Budget deficit- As long as the percent of debt-to-GDP is shrinking as it is now, and we are investing in important things like defense, then we are moving in the right direction.
Regarding the Medicare/SS deficits, you are grossly mistaken, I am outspoken on this subject and I have written at least a dozen letters to politicians on this subject, and I think it is the #1 fiscal issue we face, and I have stated so repeatedly. So come off your high horse.
Regarding the trade deficit, there is more to that than meets the eye, and this is primarily an issue made up to look scary by protectionists and others who are against Free Trade. I think this is a relarively minor issue compared with the entitlements.
There will have to be an equally ugly tax collection arm under the FairTax, ya'll just won't acknowledge it.
"Budget deficit- As long as the percent of debt-to-GDP is shrinking as it is now, and we are investing in important things like defense, then we are moving in the right direction."
Ok, so it is ok that the economy is booming (your description, not mine) and we still have a deficit. So tell me, if we can't pay down some of the debt we have run up when the economy is booming, when can we pay it down?
"Regarding the Medicare/SS deficits, you are grossly mistaken, I am outspoken on this subject and I have written at least a dozen letters to politicians on this subject, and I think it is the #1 fiscal issue we face, and I have stated so repeatedly.

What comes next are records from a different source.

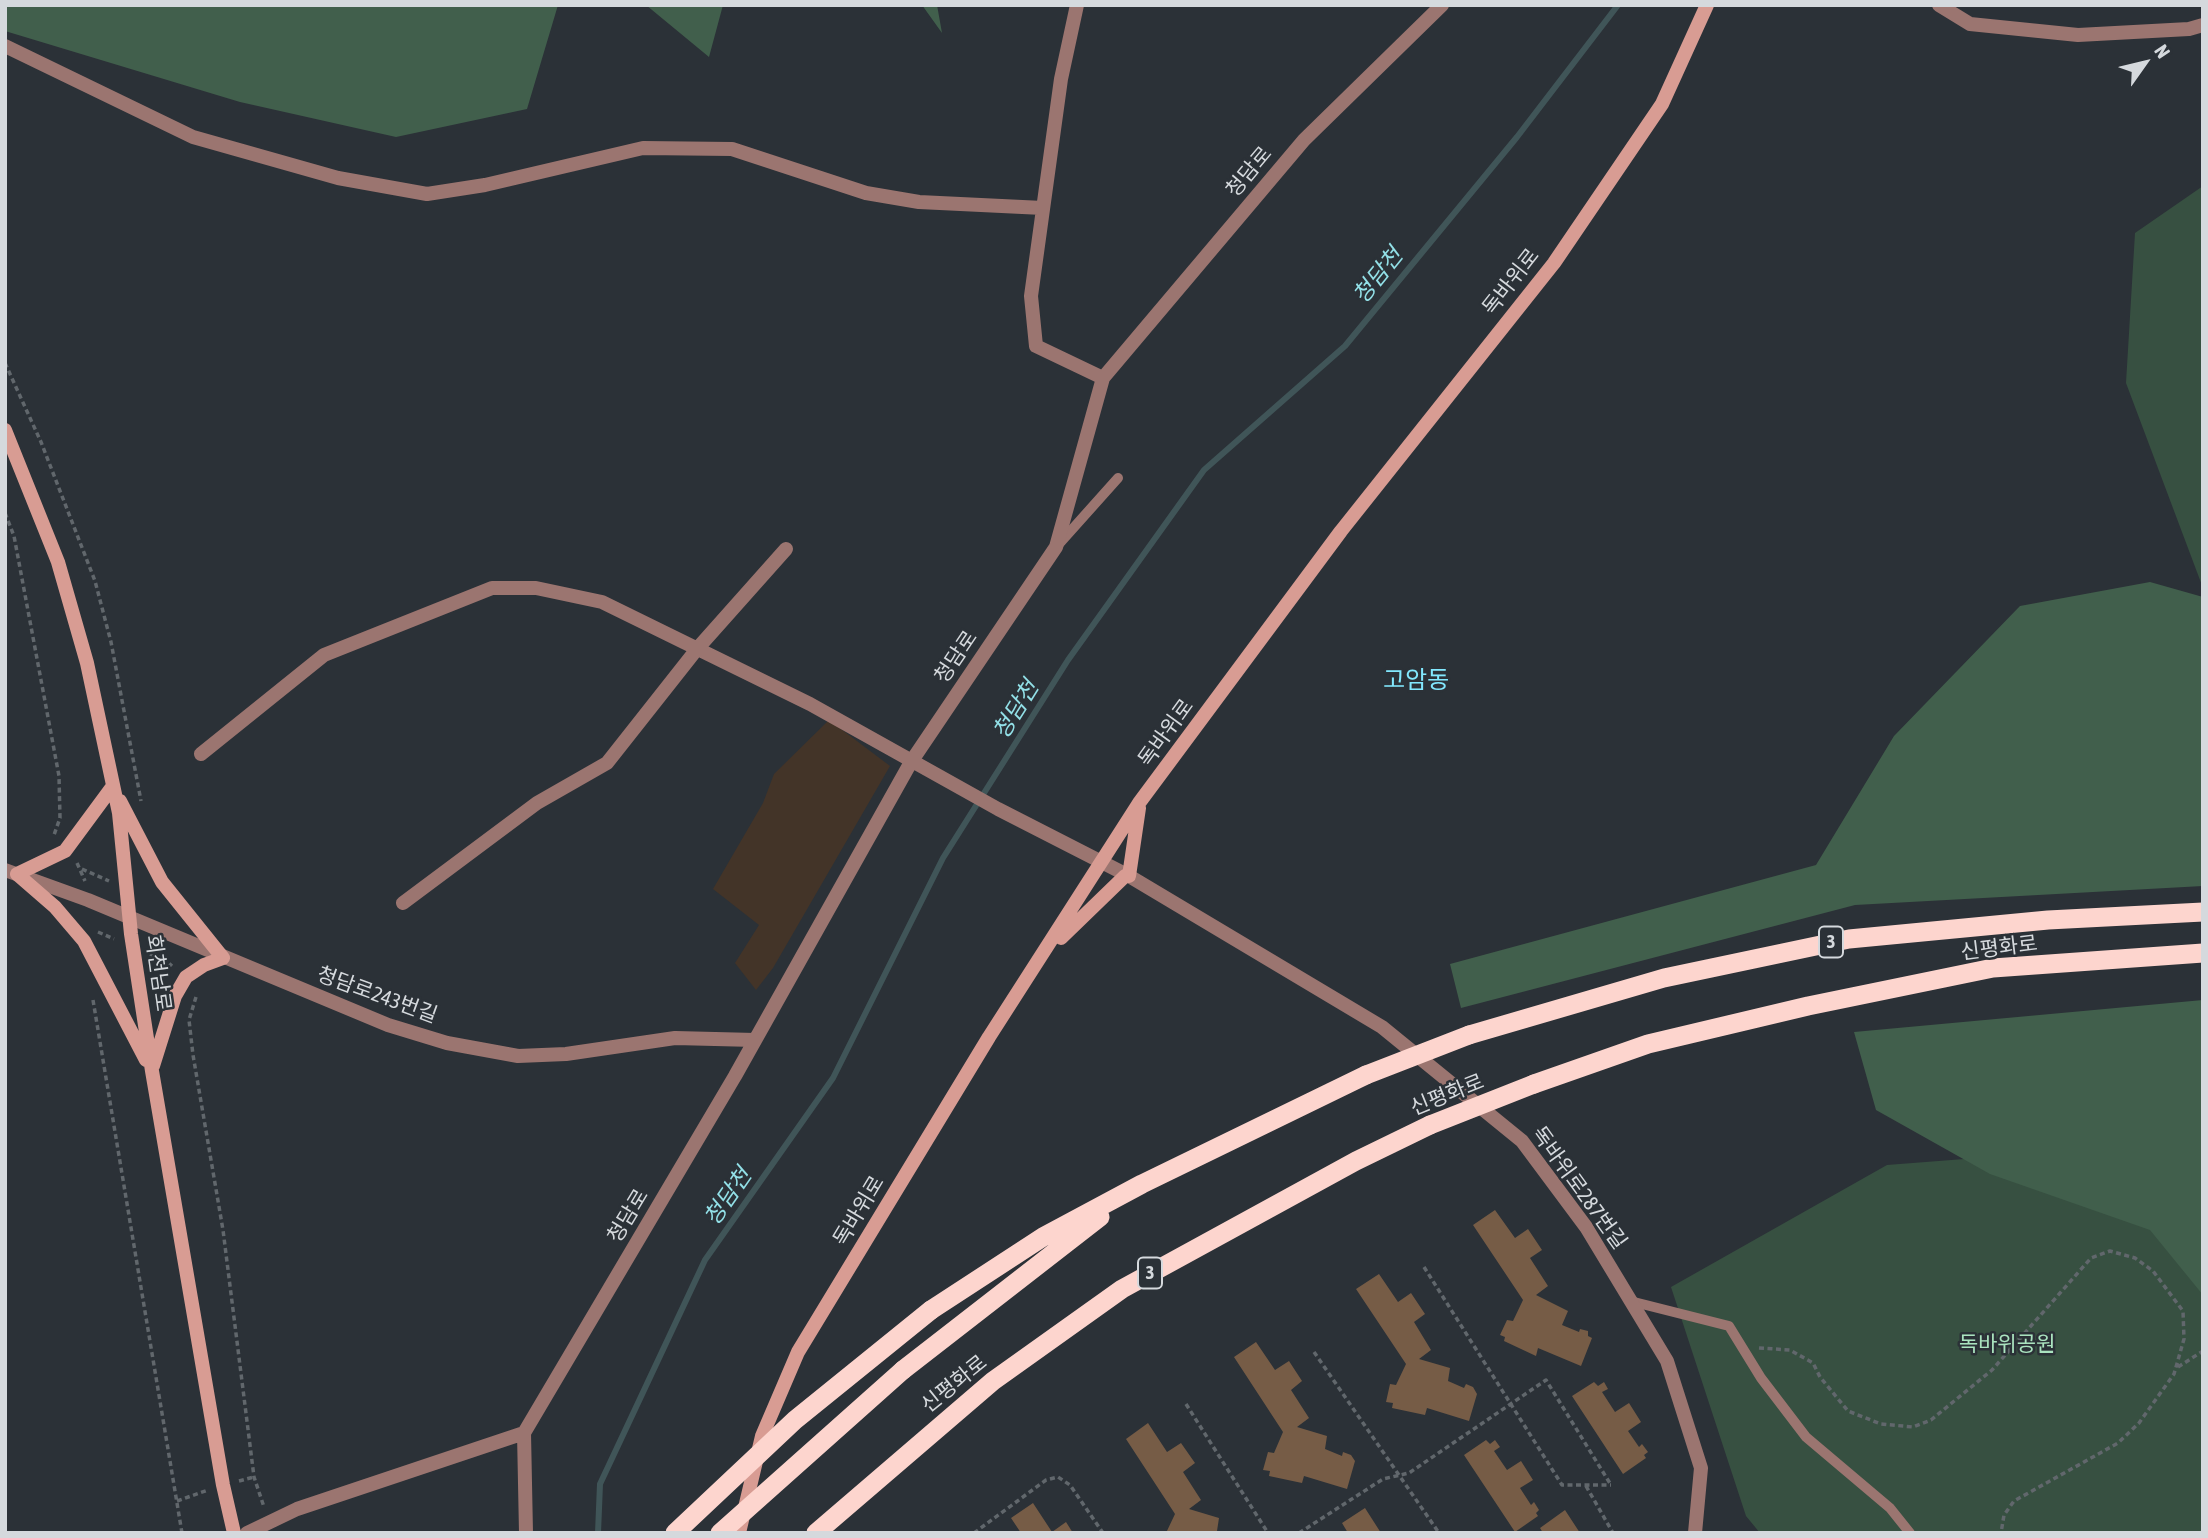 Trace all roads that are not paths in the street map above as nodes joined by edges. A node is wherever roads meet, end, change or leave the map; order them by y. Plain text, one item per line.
1 (1077, 5) edge
2 (1442, 5) edge
3 (1707, 5) edge
4 (1939, 5) edge
5 (2203, 25) edge
6 (5, 46) edge
7 (1043, 208) junction
8 (1103, 378) junction
9 (5, 430) edge
10 (1118, 478) dead end
11 (1056, 547) junction
12 (786, 549) dead end
13 (697, 649) junction
14 (201, 754) dead end
15 (918, 765) junction
16 (113, 786) junction
17 (1139, 803) junction
18 (1101, 861) junction
19 (11, 872) edge
20 (1127, 876) junction
21 (403, 903) dead end
22 (2203, 912) edge
23 (130, 920) junction
24 (2203, 953) edge
25 (1045, 954) junction
26 (223, 958) junction
27 (755, 1040) junction
28 (152, 1071) junction
29 (1142, 1184) junction
30 (1634, 1302) junction
31 (524, 1433) junction
32 (234, 1533) edge
33 (247, 1533) edge
34 (526, 1533) edge
35 (675, 1533) edge
36 (720, 1533) edge
37 (739, 1533) edge
38 (816, 1533) edge
39 (1695, 1533) edge
40 (1910, 1533) edge

1 - 7 street
2 - 8 street, 청담로
3 - 17 main road, 독바위로
4 - 5 street
6 - 7 street
7 - 8 street
8 - 11 street, 청담로
9 - 16 main road, 회천남로
10 - 11 lane
11 - 15 street, 청담로
12 - 13 street
13 - 14 street
13 - 15 street
13 - 21 street
15 - 18 street
15 - 27 street, 청담로
16 - 19 main road
16 - 23 main road, 회천남로
16 - 26 main road
17 - 18 main road, 독바위로
17 - 20 main road
18 - 20 street, 독바위로287번길
18 - 25 main road, 독바위로
19 - 23 street, 청담로243번길
19 - 28 main road
20 - 25 main road
20 - 30 street, 독바위로287번길
22 - 29 highway, 신평화로 / 3, bridge
23 - 26 street, 청담로243번길
23 - 28 main road, 회천남로
24 - 38 highway, 신평화로 / 3, bridge
25 - 37 main road, 독바위로
26 - 27 street, 청담로243번길
26 - 28 main road
27 - 31 street, 청담로
28 - 32 main road, 회천남로
29 - 35 highway, 신평화로 / 3, bridge
29 - 36 highway, 신평화로 / 3, bridge
30 - 39 street, 독바위로287번길
30 - 40 lane
31 - 33 street
31 - 34 street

So come off your high horse."
So just what is the solution that you have proposed in those dozen of letters? Private accounts?
"Regarding the trade deficit, there is more to that than meets the eye, and this is primarily an issue made up to look scary by protectionists and others who are against Free Trade. I think this is a relarively minor issue compared with the entitlements."

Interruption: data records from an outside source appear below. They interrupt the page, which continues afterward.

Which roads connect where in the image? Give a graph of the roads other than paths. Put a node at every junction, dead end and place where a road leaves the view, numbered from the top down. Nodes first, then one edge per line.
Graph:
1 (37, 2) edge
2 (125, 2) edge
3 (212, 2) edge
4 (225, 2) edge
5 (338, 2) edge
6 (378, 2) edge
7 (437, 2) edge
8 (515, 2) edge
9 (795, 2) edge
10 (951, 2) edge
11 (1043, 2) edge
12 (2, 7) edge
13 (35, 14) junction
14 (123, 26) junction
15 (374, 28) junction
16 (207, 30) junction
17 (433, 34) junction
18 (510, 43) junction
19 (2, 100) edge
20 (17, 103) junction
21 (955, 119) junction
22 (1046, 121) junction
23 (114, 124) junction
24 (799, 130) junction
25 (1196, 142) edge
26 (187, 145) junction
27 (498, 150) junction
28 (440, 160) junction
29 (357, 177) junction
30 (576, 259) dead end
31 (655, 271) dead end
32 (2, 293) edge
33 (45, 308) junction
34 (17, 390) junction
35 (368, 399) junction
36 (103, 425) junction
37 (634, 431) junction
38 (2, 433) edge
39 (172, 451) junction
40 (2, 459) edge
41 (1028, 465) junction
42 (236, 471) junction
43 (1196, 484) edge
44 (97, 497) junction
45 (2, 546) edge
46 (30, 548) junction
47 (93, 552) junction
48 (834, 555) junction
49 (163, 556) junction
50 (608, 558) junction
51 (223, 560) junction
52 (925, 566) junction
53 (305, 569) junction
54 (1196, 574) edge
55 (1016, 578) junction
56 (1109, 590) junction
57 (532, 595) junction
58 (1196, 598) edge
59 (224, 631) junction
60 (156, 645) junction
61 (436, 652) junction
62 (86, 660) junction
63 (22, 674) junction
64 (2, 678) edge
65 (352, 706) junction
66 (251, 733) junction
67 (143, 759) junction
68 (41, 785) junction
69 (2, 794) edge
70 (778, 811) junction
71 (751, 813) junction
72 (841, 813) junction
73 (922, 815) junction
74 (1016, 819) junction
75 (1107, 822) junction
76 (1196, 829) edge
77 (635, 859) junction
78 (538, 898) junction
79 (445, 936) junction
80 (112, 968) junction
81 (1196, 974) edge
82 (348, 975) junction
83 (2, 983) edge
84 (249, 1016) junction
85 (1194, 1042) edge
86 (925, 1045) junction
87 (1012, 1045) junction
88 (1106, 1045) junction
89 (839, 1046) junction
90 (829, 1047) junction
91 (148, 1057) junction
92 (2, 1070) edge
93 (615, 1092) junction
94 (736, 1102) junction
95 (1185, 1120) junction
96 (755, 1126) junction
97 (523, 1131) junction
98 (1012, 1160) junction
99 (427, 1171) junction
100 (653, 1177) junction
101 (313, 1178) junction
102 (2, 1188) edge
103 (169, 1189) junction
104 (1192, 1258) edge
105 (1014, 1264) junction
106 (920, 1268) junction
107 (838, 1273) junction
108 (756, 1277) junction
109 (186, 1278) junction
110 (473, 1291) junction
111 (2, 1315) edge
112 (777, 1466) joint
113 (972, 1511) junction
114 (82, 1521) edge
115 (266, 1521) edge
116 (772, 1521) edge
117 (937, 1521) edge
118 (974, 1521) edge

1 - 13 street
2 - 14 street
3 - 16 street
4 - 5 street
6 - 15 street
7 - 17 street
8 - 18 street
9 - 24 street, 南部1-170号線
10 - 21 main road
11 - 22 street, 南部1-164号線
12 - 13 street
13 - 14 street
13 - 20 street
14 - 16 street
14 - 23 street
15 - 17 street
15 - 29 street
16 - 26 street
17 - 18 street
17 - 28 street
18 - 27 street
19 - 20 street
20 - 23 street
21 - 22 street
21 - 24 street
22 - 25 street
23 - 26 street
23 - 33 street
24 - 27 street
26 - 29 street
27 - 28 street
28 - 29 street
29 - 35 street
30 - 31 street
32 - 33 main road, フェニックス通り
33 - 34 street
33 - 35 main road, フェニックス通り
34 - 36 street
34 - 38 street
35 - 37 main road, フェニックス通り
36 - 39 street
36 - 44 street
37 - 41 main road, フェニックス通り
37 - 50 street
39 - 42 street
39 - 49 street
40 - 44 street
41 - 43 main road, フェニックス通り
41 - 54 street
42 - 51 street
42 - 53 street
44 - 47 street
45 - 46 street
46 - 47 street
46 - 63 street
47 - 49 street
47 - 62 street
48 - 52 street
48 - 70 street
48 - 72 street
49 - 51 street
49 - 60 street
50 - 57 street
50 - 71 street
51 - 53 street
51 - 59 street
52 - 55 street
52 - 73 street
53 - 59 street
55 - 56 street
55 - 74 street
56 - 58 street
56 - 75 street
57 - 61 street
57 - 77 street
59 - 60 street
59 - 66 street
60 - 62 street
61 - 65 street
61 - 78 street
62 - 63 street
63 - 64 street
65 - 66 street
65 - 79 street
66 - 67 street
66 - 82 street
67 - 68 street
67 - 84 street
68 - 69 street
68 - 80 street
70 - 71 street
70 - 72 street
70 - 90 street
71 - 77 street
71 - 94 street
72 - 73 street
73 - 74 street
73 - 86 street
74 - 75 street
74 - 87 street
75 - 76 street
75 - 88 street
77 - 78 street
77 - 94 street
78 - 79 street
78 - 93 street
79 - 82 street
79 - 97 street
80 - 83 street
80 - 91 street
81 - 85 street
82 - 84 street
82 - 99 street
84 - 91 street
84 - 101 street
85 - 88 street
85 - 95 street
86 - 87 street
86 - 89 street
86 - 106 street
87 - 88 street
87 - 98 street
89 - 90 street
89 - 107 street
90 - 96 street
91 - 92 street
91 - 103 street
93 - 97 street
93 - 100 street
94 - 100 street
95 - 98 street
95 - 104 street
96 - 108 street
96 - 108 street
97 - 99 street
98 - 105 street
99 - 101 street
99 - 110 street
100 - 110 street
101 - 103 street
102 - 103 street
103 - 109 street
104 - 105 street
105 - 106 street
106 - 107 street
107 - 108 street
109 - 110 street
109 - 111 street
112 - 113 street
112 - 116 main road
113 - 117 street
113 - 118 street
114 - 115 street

We are on a path which will take us to a $1 trillion trade deficit by the end of this decade. No country on earth has ever run these size trade deficits and economists almost universally warn that this is not a sustainable trend. Our manufacturing base is being destroyed and we are becoming primarily a service economy. That is one of the reasons that, even though unemployment is low, the middle class is under great pressure. So this is a "relatively minor issue"?
BTW, I am most certainly NOT a protectionist, but I believe that "free trade" should be on a level playing field. Ignoring the disadvantage that our tax system places our producers in in the global marketplace and pretending that an exploding trade deficit is insignificant is very shortsighted IMHO. I am reminded to those who ignored the hugely expanding P/E ratios during the technology bubble. The more experienced market watchers warned that these were unprecedented and that "trees don't grow to the sky". The younger tech investors countered that this was the "new economy" and these companies were growing so fast that they would "grow into" those P/Es. With the benefit of hindsight, we can now see where that thinking led.
Do you follow the same kind of thinking in your personal finances? IOW do you just watch your debts mount up month after month and year after year and convince yourself that there won't ever be a day of reckoning?
"There will have to be an equally ugly tax collection arm under the FairTax, ya'll just won't acknowledge it."
Another unsupported assertion. You have a right to your opinion, but check out my tagline.